The vivifying eddies of Smetana’s Moldau River don’t compare to the recent counter-flow of Senator Lindsey Graham that is music to the ears of Democrats while surreptitiously promoting the Republican agenda. This commonality gives new meaning to bi-partisanship! Graham meanwhile proves he is a seasoned mandarin and fully prepared for the unanticipated changes in the flow of the river.
Bedřich Smetana (2 March 1824 – 12 May 1884) was a Czech composer who pioneered the development of a musical style that became closely identified with his country’s aspirations to independent statehood. He has been regarded in his homeland as the father of Czech music. Internationally he is best known for his opera The Bartered Bride and for the symphonic cycle Má vlast (“My Homeland”), which portrays the history, legends and landscape of the composer’s native Bohemia. It contains the famous symphonic poem “Vltava”, also popularly known by its German name “Die Moldau” (in English, “The Moldau”).
Senator Graham has sought to wallpaper his pro-Trump guild by impregnating the cause with a search for as yet unfounded voter fraud.
Graham late Monday acknowledged discussing the vote with Raffensperger, but denied pressuring him. “If he feels threatened by that conversation,” Graham said, “he’s got a problem.
Graham, who strongly criticized Trump during the 2016 campaign, went full MAGA a long time ago. But his acquiescence to Trump had always seemed like the political calculation of one of the most craven politicians in the country.
Whether the anaesthetized masses with their notably inferior capacity have any inkling or concern of this matter is relevant because it illustrates – as Graham has so demonstrably done himself – the paramountcy of institutional governance. The trouble in this case is that the thrust is not to maintain legal voting but rather the converse. Such delicate interpretation of the Constitution is a persuasion best left to the professionals. Aside from lawyers, politicians are renowned for their skilful management of words followed by obfuscation and eventually with luck the so-called hard conclusions (by which time normally we’ve forgotten the question).

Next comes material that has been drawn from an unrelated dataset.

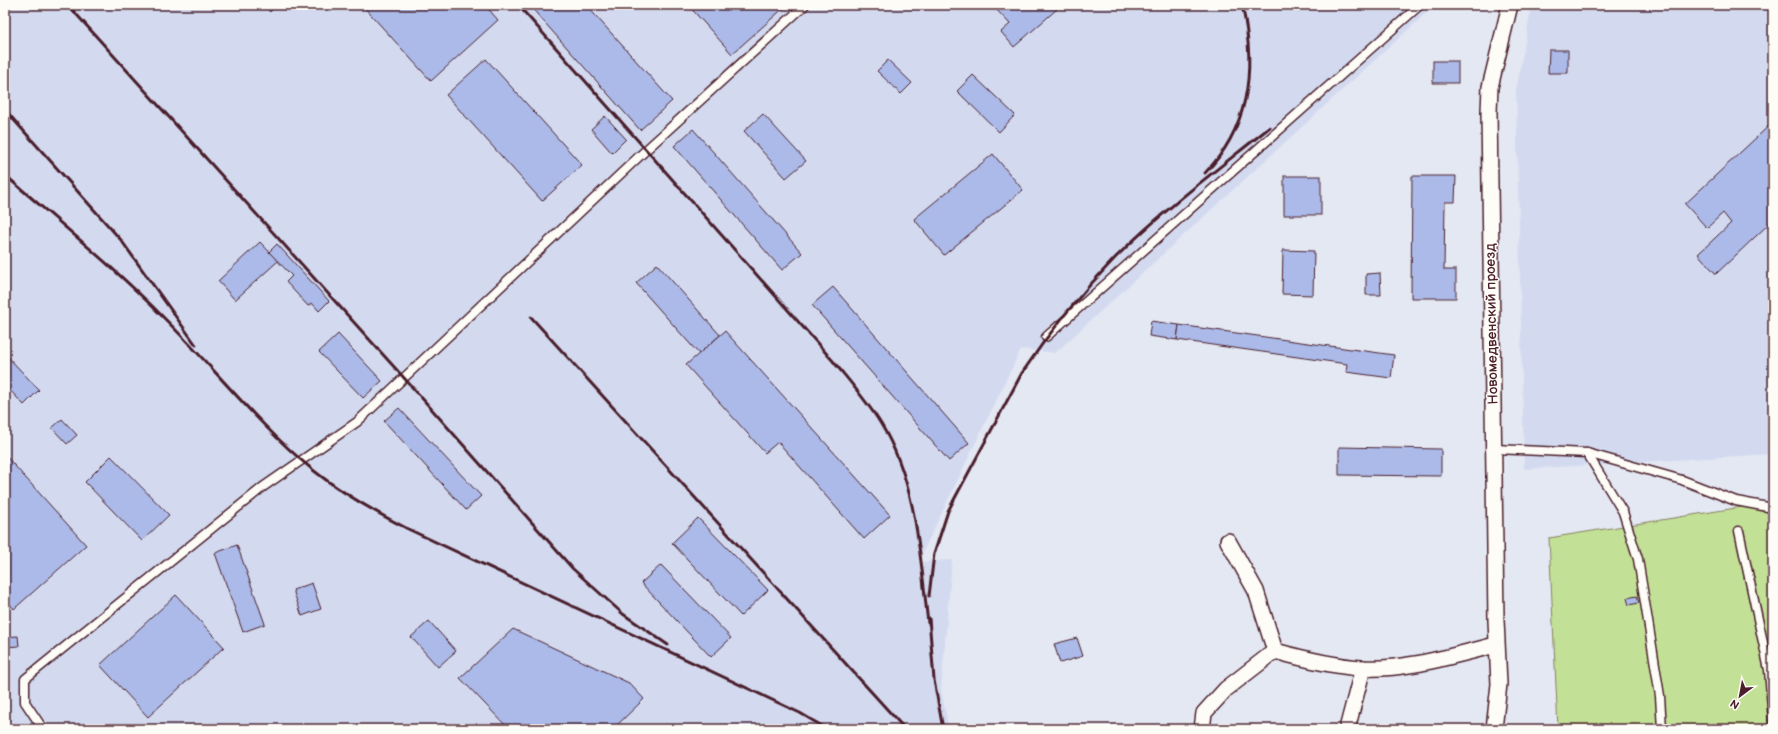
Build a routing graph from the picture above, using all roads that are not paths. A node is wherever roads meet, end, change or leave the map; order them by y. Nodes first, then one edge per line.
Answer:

Last evening while watching The Crown I pondered the pressures suffered by those in public office. The poison of hoi polloi is no less depressing for those in federal, state/provincial or municipal government or any off-shoot thereof. People like I – those sniffling self-proclaimed intellectuals with their snotty-nosed silly liberal ideas – tend to overlook the greater talent to walk upright on a public stage both before and after a speech. With a straight smile that is.
For the many participants in the democratic process who have something to gain by their devotion to party and tribe it is inarguable that they are as entitled to pursue their lofty goal as I am to ride my bike. Nor do I derive any superiority from the inferiority of my ambition. Indeed I have often privately questioned what I should do in similar circumstances. The answer seems to lie not in obscurity but rather by being conspicuous. What after all have we to hide? If we’re to advance beyond the servility and entertainment of Blade Runners then we owe it to ourselves to consider an option to the proposal. When was the last time you asked a known conspirator on the “other” side, “What drives you?”
Hail to thee, blithe Spirit!
Bird thou never wert,
That from Heaven, or near it,
Pourest thy full heart
In profuse strains of unpremeditated art.